Problem requirements
Only an exact retyping of all the entries counts as an answer.
'''
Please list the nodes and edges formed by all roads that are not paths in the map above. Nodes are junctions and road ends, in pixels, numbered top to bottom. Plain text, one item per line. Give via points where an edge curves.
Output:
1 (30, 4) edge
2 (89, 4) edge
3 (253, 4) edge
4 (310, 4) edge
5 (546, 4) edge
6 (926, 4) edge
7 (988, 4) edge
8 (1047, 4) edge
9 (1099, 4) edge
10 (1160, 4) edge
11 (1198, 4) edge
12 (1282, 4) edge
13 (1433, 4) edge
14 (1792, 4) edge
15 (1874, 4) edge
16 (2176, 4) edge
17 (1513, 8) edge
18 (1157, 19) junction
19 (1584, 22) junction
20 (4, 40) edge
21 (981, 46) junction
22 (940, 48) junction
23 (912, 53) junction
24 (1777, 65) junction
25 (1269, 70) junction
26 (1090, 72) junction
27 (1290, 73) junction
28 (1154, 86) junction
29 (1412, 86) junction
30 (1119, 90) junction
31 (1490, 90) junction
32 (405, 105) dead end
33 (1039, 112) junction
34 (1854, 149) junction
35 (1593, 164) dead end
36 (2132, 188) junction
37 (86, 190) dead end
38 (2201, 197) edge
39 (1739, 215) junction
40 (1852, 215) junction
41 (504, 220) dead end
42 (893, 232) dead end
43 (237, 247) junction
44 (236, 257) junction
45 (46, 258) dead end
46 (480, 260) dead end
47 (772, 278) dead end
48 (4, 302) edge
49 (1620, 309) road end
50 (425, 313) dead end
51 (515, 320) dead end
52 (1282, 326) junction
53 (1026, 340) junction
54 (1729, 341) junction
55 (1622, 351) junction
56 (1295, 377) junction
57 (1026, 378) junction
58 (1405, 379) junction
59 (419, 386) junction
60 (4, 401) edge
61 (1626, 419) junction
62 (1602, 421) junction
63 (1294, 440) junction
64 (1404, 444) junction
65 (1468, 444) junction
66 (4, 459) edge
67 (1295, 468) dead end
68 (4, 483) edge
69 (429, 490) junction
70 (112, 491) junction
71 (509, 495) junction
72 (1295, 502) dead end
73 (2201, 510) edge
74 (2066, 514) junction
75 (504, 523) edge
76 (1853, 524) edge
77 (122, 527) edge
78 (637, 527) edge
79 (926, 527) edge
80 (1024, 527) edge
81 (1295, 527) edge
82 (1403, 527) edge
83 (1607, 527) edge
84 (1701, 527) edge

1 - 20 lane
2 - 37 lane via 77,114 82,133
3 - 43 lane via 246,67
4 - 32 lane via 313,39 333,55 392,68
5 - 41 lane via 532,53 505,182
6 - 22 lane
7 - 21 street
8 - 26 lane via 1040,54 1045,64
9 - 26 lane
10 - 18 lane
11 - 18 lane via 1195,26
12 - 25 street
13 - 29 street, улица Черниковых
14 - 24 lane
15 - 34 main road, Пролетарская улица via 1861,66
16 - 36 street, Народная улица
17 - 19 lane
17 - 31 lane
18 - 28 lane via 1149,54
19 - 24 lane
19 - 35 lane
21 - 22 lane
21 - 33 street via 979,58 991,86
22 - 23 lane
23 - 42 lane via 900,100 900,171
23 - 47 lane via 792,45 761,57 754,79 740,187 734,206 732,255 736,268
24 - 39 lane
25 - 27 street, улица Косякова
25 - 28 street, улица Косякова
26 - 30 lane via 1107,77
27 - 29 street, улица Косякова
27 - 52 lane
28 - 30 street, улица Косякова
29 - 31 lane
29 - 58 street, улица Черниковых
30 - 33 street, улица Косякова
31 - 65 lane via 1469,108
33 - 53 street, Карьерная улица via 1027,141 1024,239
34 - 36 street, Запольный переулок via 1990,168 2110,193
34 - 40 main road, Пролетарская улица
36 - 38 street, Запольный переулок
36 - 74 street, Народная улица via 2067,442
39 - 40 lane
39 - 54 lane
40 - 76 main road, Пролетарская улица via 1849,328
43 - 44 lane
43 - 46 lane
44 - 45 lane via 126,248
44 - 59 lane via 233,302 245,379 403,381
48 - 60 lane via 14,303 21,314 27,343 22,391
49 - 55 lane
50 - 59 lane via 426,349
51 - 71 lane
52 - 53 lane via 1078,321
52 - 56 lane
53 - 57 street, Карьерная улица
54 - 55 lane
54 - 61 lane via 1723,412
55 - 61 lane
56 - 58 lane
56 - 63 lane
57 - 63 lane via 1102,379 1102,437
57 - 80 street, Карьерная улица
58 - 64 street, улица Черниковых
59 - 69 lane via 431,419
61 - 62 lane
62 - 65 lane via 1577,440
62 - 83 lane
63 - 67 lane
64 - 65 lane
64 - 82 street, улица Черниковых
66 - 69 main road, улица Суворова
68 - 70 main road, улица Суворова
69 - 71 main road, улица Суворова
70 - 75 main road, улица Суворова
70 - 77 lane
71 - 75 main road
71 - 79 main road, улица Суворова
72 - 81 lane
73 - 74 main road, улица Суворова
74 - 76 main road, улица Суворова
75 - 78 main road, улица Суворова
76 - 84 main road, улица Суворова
'''
Exercise output
Please list the nodes and edges formed by all roads that are not paths in the map above. Nodes are junctions and road ends, in pixels, numbered top to bottom. Plain text, one item per line. Give via points where an edge curves.
Output:
1 (30, 4) edge
2 (89, 4) edge
3 (253, 4) edge
4 (310, 4) edge
5 (546, 4) edge
6 (926, 4) edge
7 (988, 4) edge
8 (1047, 4) edge
9 (1099, 4) edge
10 (1160, 4) edge
11 (1198, 4) edge
12 (1282, 4) edge
13 (1433, 4) edge
14 (1792, 4) edge
15 (1874, 4) edge
16 (2176, 4) edge
17 (1513, 8) edge
18 (1157, 19) junction
19 (1584, 22) junction
20 (4, 40) edge
21 (981, 46) junction
22 (940, 48) junction
23 (912, 53) junction
24 (1777, 65) junction
25 (1269, 70) junction
26 (1090, 72) junction
27 (1290, 73) junction
28 (1154, 86) junction
29 (1412, 86) junction
30 (1119, 90) junction
31 (1490, 90) junction
32 (405, 105) dead end
33 (1039, 112) junction
34 (1854, 149) junction
35 (1593, 164) dead end
36 (2132, 188) junction
37 (86, 190) dead end
38 (2201, 197) edge
39 (1739, 215) junction
40 (1852, 215) junction
41 (504, 220) dead end
42 (893, 232) dead end
43 (237, 247) junction
44 (236, 257) junction
45 (46, 258) dead end
46 (480, 260) dead end
47 (772, 278) dead end
48 (4, 302) edge
49 (1620, 309) road end
50 (425, 313) dead end
51 (515, 320) dead end
52 (1282, 326) junction
53 (1026, 340) junction
54 (1729, 341) junction
55 (1622, 351) junction
56 (1295, 377) junction
57 (1026, 378) junction
58 (1405, 379) junction
59 (419, 386) junction
60 (4, 401) edge
61 (1626, 419) junction
62 (1602, 421) junction
63 (1294, 440) junction
64 (1404, 444) junction
65 (1468, 444) junction
66 (4, 459) edge
67 (1295, 468) dead end
68 (4, 483) edge
69 (429, 490) junction
70 (112, 491) junction
71 (509, 495) junction
72 (1295, 502) dead end
73 (2201, 510) edge
74 (2066, 514) junction
75 (504, 523) edge
76 (1853, 524) edge
77 (122, 527) edge
78 (637, 527) edge
79 (926, 527) edge
80 (1024, 527) edge
81 (1295, 527) edge
82 (1403, 527) edge
83 (1607, 527) edge
84 (1701, 527) edge

1 - 20 lane
2 - 37 lane via 77,114 82,133
3 - 43 lane via 246,67
4 - 32 lane via 313,39 333,55 392,68
5 - 41 lane via 532,53 505,182
6 - 22 lane
7 - 21 street
8 - 26 lane via 1040,54 1045,64
9 - 26 lane
10 - 18 lane
11 - 18 lane via 1195,26
12 - 25 street
13 - 29 street, улица Черниковых
14 - 24 lane
15 - 34 main road, Пролетарская улица via 1861,66
16 - 36 street, Народная улица
17 - 19 lane
17 - 31 lane
18 - 28 lane via 1149,54
19 - 24 lane
19 - 35 lane
21 - 22 lane
21 - 33 street via 979,58 991,86
22 - 23 lane
23 - 42 lane via 900,100 900,171
23 - 47 lane via 792,45 761,57 754,79 740,187 734,206 732,255 736,268
24 - 39 lane
25 - 27 street, улица Косякова
25 - 28 street, улица Косякова
26 - 30 lane via 1107,77
27 - 29 street, улица Косякова
27 - 52 lane
28 - 30 street, улица Косякова
29 - 31 lane
29 - 58 street, улица Черниковых
30 - 33 street, улица Косякова
31 - 65 lane via 1469,108
33 - 53 street, Карьерная улица via 1027,141 1024,239
34 - 36 street, Запольный переулок via 1990,168 2110,193
34 - 40 main road, Пролетарская улица
36 - 38 street, Запольный переулок
36 - 74 street, Народная улица via 2067,442
39 - 40 lane
39 - 54 lane
40 - 76 main road, Пролетарская улица via 1849,328
43 - 44 lane
43 - 46 lane
44 - 45 lane via 126,248
44 - 59 lane via 233,302 245,379 403,381
48 - 60 lane via 14,303 21,314 27,343 22,391
49 - 55 lane
50 - 59 lane via 426,349
51 - 71 lane
52 - 53 lane via 1078,321
52 - 56 lane
53 - 57 street, Карьерная улица
54 - 55 lane
54 - 61 lane via 1723,412
55 - 61 lane
56 - 58 lane
56 - 63 lane
57 - 63 lane via 1102,379 1102,437
57 - 80 street, Карьерная улица
58 - 64 street, улица Черниковых
59 - 69 lane via 431,419
61 - 62 lane
62 - 65 lane via 1577,440
62 - 83 lane
63 - 67 lane
64 - 65 lane
64 - 82 street, улица Черниковых
66 - 69 main road, улица Суворова
68 - 70 main road, улица Суворова
69 - 71 main road, улица Суворова
70 - 75 main road, улица Суворова
70 - 77 lane
71 - 75 main road
71 - 79 main road, улица Суворова
72 - 81 lane
73 - 74 main road, улица Суворова
74 - 76 main road, улица Суворова
75 - 78 main road, улица Суворова
76 - 84 main road, улица Суворова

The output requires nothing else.